(Collected data)
________

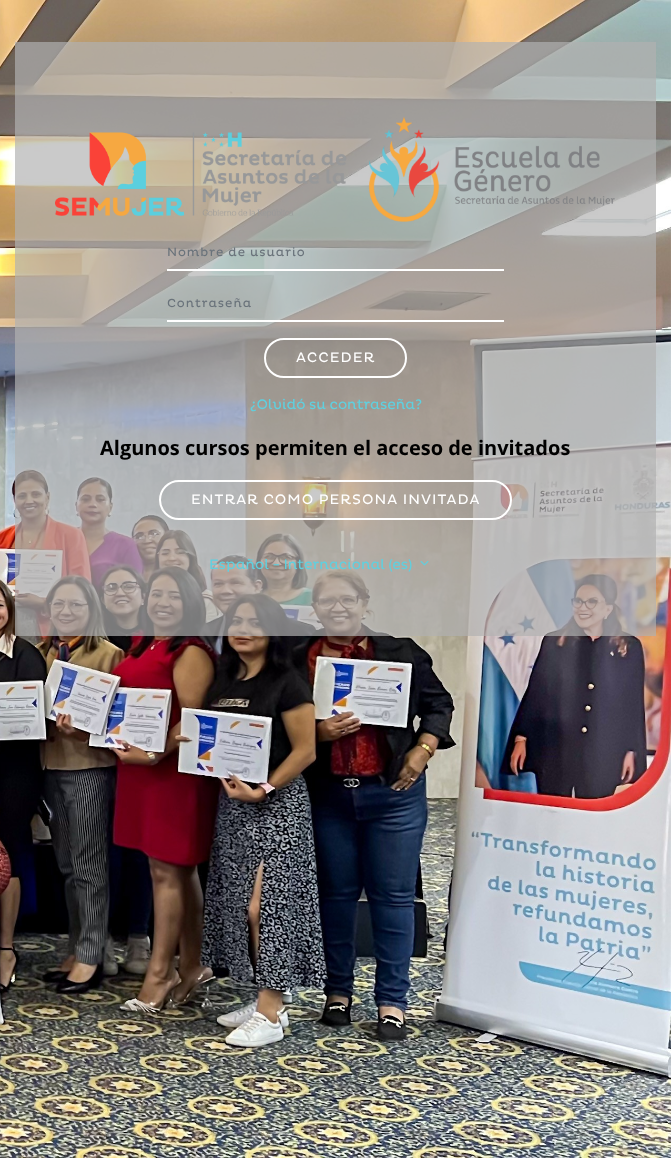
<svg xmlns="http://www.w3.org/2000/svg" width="671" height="1158">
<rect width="100%" height="100%" fill="#fff"/>
<image x="0" y="0" width="671" height="1158" href="media/1.png"/>
<rect x="15" y="42" width="641" height="594" fill="#00000066"/>
<rect x="15" y="42" width="641" height="594" fill="#ffffff7a"/>
<image x="55" y="117" width="560" height="105" href="media/2.png"/>
<rect x="167" y="269" width="337" height="2" fill="#fff"/>
<text x="167" y="256" style="font-family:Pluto;font-size:12px;letter-spacing:1px;fill:#6a737b">Nombre de usuario</text>
<rect x="167" y="320" width="337" height="2" fill="#fff"/>
<text x="167" y="307" style="font-family:Pluto;font-size:12px;letter-spacing:1px;fill:#6a737b">Contraseña</text>
<rect x="265" y="339" width="141" height="38" rx="19" fill="none" stroke="#fff" stroke-width="2"/>
<text x="296" y="362" style="font-family:Pluto;font-size:14px;letter-spacing:1px;fill:#fff">ACCEDER</text>
<text x="250" y="409" style="font-family:Pluto;font-size:14px;fill:#5fd0df">¿Olvidó su contraseña?</text>
<text x="100" y="455" style="font-family:Open Sans;font-size:20px;font-weight:bold;fill:#000">Algunos cursos permiten el acceso de invitados</text>
<rect x="160" y="481" width="351" height="38" rx="19" fill="none" stroke="#fff" stroke-width="2"/>
<text x="191" y="504" style="font-family:Pluto;font-size:14px;letter-spacing:1px;fill:#fff">ENTRAR COMO PERSONA INVITADA</text>
<text x="209" y="569" style="font-family:Pluto;font-size:14px;fill:#5fd0df">Español - Internacional (es)</text>
<image x="420" y="561" width="9" height="5" href="media/3.png"/>
</svg>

________

Although the records contain pictures, the copy should consist of their text alone, reproduced exactly.

▶ [Task solution]:
<svg xmlns="http://www.w3.org/2000/svg" width="671" height="1158">
<rect width="100%" height="100%" fill="#fff"/>
<image x="0" y="0" width="671" height="1158" href="media/1.png"/>
<rect x="15" y="42" width="641" height="594" fill="#00000066"/>
<rect x="15" y="42" width="641" height="594" fill="#ffffff7a"/>
<image x="55" y="117" width="560" height="105" href="media/2.png"/>
<rect x="167" y="269" width="337" height="2" fill="#fff"/>
<text x="167" y="256" style="font-family:Pluto;font-size:12px;letter-spacing:1px;fill:#6a737b">Nombre de usuario</text>
<rect x="167" y="320" width="337" height="2" fill="#fff"/>
<text x="167" y="307" style="font-family:Pluto;font-size:12px;letter-spacing:1px;fill:#6a737b">Contraseña</text>
<rect x="265" y="339" width="141" height="38" rx="19" fill="none" stroke="#fff" stroke-width="2"/>
<text x="296" y="362" style="font-family:Pluto;font-size:14px;letter-spacing:1px;fill:#fff">ACCEDER</text>
<text x="250" y="409" style="font-family:Pluto;font-size:14px;fill:#5fd0df">¿Olvidó su contraseña?</text>
<text x="100" y="455" style="font-family:Open Sans;font-size:20px;font-weight:bold;fill:#000">Algunos cursos permiten el acceso de invitados</text>
<rect x="160" y="481" width="351" height="38" rx="19" fill="none" stroke="#fff" stroke-width="2"/>
<text x="191" y="504" style="font-family:Pluto;font-size:14px;letter-spacing:1px;fill:#fff">ENTRAR COMO PERSONA INVITADA</text>
<text x="209" y="569" style="font-family:Pluto;font-size:14px;fill:#5fd0df">Español - Internacional (es)</text>
<image x="420" y="561" width="9" height="5" href="media/3.png"/>
</svg>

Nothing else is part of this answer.